Oil rebounded nearly 3 percent on Wednesday, the biggest daily percentage gain in more than a month, as a weaker dollar, stronger equities and a smaller-than-expected rise in US crude stockpiles whetted investors' risk appetite. The gains came a day after oil futures posted their steepest decline in more than eight months as China boosted interest rates. Investors on Wednesday reassessed the rate hike and deemed China's demand for oil would remain strong.
Oil gained along with metals and grains as the dollar index slumped 1.3 percent. The dollar reversed the prior session's China-inspired gains after an influential consultancy said the Federal Reserve plans to buy $500 billion of US Treasuries over six months and leave itself room for more buying.
US crude for November delivery expired at the close and settled at $81.77 a barrel, gaining $2.28, or 2.87 percent, the biggest percentage gain for a day since September 10, when prices ended up 2.96 percent.
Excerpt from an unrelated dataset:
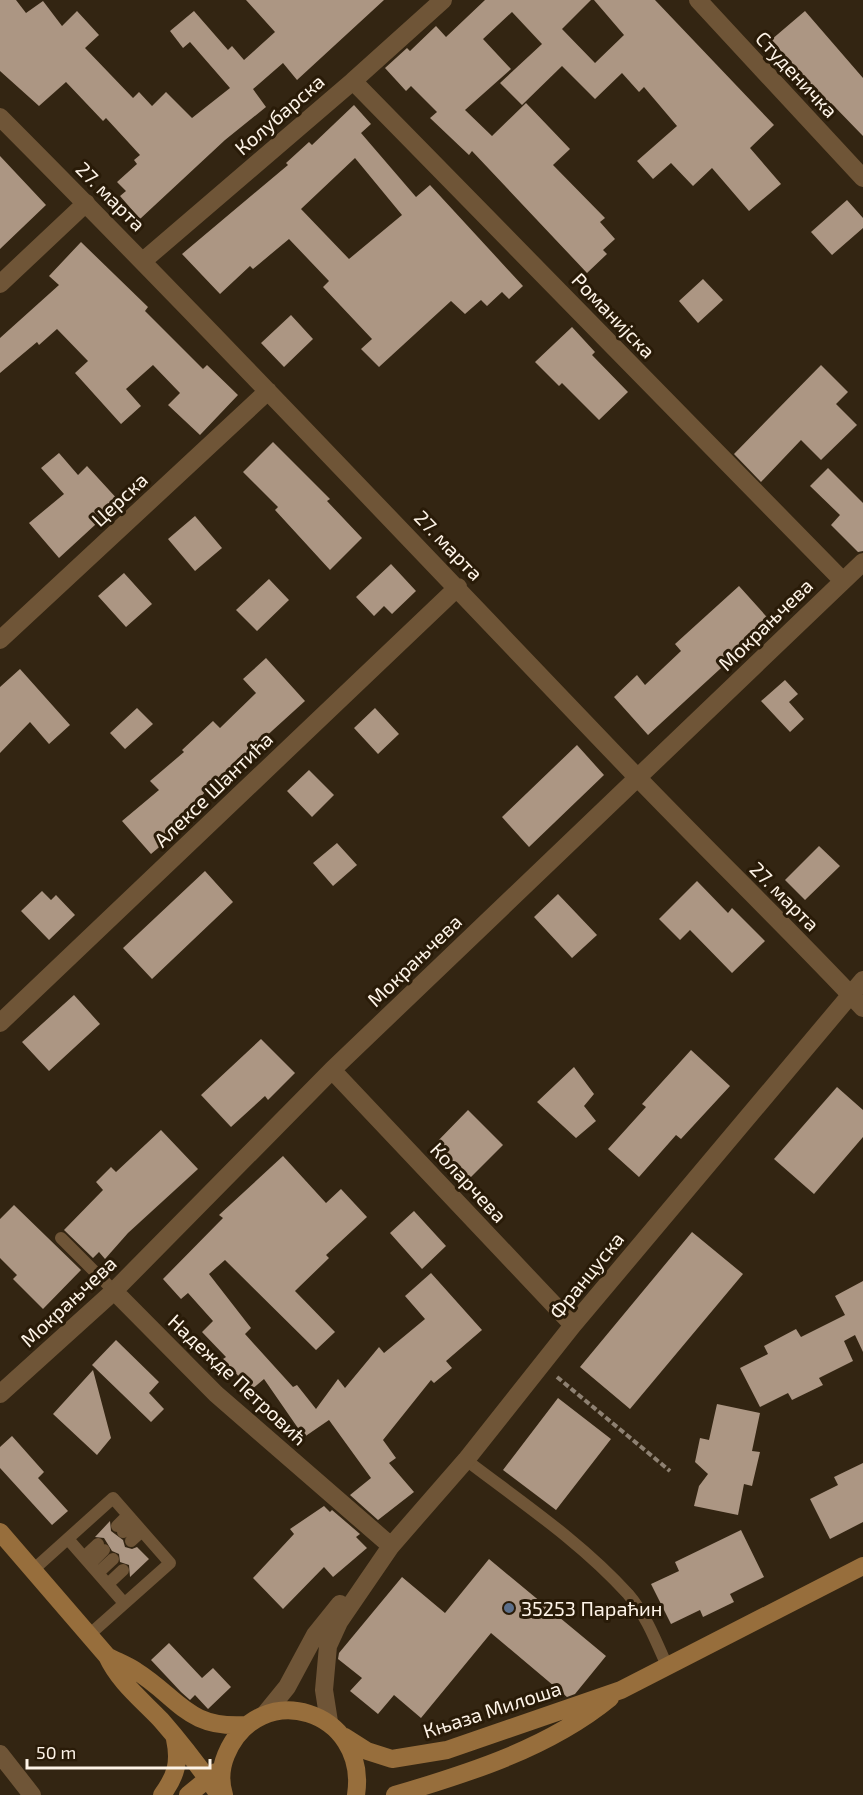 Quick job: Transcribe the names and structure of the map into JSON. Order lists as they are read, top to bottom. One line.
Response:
{"streets":{"main road":["Књаза Милоша"],"street":["Студеничка","Колубарска","27. марта","Романијска","Церска","Мокрањчева","Алексе Шантића","Коларчева","Француска","Надежде Петровић"]},"crossings":[["Колубарска","27. марта"],["Колубарска","Романијска"],["27. марта","Церска"],["27. марта","Мокрањчева"],["27. марта","Алексе Шантића"],["27. марта","Француска"],["Романијска","Мокрањчева"],["Мокрањчева","Коларчева"],["Мокрањчева","Надежде Петровић"],["Коларчева","Француска"],["Француска","Надежде Петровић"]],"places":["35253 Параћин"],"scale_bar":"50 m"}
The December contract ended at $82.54, rising $2.38, or 2.97 percent.
Trading volume was subdued for a second day, around 685,000 lots as of 3;30 pm EDT (1930 GMT), well below the 30-day average of 768,000. ICE December Brent crude rose $2.50, or 3.08 percent, to $83.60 a barrel. US equities gained more than 1 percent on stronger quarterly earnings, an upbeat outlook from the industrial sector and the weaker dollar. Oil investors view higher equities as a barometer for future oil demand.
Weekly inventory data also lent fundamental support. US stockpiles rose by only 670,0000 barrels last week, well below analysts' forecast and short of a previously reported increase of 2.3 million barrels in industry data. "The larger-than-expected draws in crude and distillates are supportive," said Andy Lebow, broker at MF Global in New York.
Distillate stocks were also bullish, falling more than expected, but gasoline inventories surprised analysts with 1.2 million-barrel rise, weighing on the motor fuel market. US gasoline for November delivery ended at $2.0826 a gallon, up 3.43 cents, or 1.67 percent, lagging gains in crude and heating oil. The gasoline crack spread - refiners' margin from processing crude into fuel - ended at $5.70 a barrel, narrowing from $6.54 at the close on Tuesday.
While US government inventory data was modestly supportive, a weak dollar and strong stock market provided greater guidance for oil and other commodity investors. The Reuters-Jefferies CRB index, a global commodities benchmark, gained 2.05 percent. On Tuesday, it fell almost 2 percent, its biggest one-day loss in 3-1/2 months. The greenback slid after Medley Global Advisors, an influential consultancy, said the Federal Reserve plans to buy $500 billion worth of US Treasuries over the next six months.
The report reinforced expectations that the Fed was going into an asset-buying scheme to boost the flagging US economic recovery, which signals better oil demand going forward. US crude reached a five-month high of $84.43 on October 7 as the dollar slumped on expectations the Fed would soon embark on a second round of expansionary monetary measures.